◆ **Exercise brief**:
Filter the lines below, copying only those with the string "Avenue".

::: Material supplied

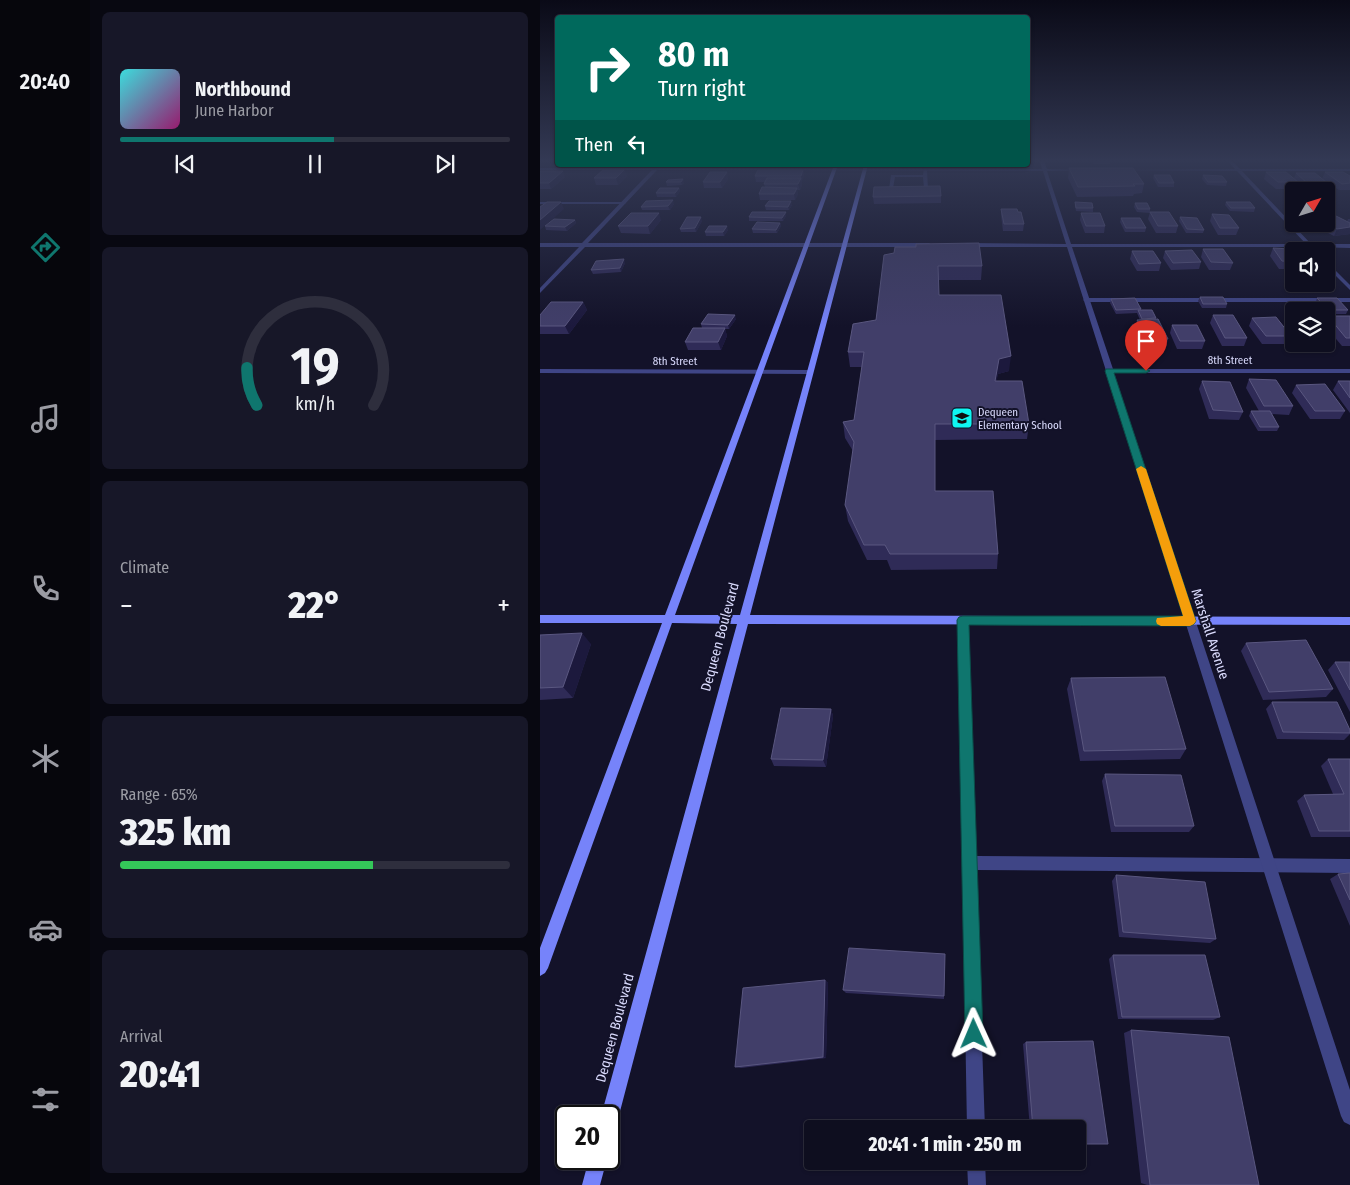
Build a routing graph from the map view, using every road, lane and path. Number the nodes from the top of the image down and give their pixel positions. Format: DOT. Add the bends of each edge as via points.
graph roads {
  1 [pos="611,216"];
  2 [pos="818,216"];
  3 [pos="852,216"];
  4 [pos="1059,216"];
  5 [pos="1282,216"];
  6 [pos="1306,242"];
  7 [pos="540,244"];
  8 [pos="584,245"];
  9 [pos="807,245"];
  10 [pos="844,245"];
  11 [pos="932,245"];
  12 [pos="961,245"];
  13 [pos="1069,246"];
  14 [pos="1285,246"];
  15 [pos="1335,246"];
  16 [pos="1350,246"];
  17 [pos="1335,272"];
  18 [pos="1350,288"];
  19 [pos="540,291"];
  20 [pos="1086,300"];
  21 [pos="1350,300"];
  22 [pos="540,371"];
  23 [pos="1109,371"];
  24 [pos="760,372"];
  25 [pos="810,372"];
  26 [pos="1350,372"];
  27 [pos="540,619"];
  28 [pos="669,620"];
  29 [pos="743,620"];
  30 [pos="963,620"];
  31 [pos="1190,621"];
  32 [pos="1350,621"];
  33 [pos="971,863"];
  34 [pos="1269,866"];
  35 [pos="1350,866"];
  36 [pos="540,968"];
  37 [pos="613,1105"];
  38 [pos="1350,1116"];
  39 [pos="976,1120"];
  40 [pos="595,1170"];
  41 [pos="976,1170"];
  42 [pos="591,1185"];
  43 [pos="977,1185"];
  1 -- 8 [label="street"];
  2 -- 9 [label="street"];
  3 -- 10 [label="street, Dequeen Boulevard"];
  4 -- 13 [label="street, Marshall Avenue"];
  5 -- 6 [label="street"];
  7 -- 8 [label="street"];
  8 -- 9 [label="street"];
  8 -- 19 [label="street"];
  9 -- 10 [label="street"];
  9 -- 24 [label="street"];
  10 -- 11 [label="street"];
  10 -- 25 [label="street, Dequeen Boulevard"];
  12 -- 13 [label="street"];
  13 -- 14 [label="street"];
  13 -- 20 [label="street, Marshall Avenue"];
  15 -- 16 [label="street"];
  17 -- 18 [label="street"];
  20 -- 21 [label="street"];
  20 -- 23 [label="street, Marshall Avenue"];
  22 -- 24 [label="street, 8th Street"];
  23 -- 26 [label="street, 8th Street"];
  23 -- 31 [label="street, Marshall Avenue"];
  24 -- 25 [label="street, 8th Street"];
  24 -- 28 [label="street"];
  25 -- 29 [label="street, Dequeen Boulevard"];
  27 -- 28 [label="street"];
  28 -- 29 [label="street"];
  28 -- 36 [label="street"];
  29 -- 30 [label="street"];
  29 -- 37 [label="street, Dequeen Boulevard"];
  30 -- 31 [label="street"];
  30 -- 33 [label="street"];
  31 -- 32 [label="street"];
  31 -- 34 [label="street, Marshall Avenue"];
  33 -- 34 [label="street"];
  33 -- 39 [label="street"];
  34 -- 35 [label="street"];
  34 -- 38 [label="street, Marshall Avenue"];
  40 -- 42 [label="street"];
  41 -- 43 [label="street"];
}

::::::

◆ **Result of this exercise**:
  4 -- 13 [label="street, Marshall Avenue"];
  13 -- 20 [label="street, Marshall Avenue"];
  20 -- 23 [label="street, Marshall Avenue"];
  23 -- 31 [label="street, Marshall Avenue"];
  31 -- 34 [label="street, Marshall Avenue"];
  34 -- 38 [label="street, Marshall Avenue"];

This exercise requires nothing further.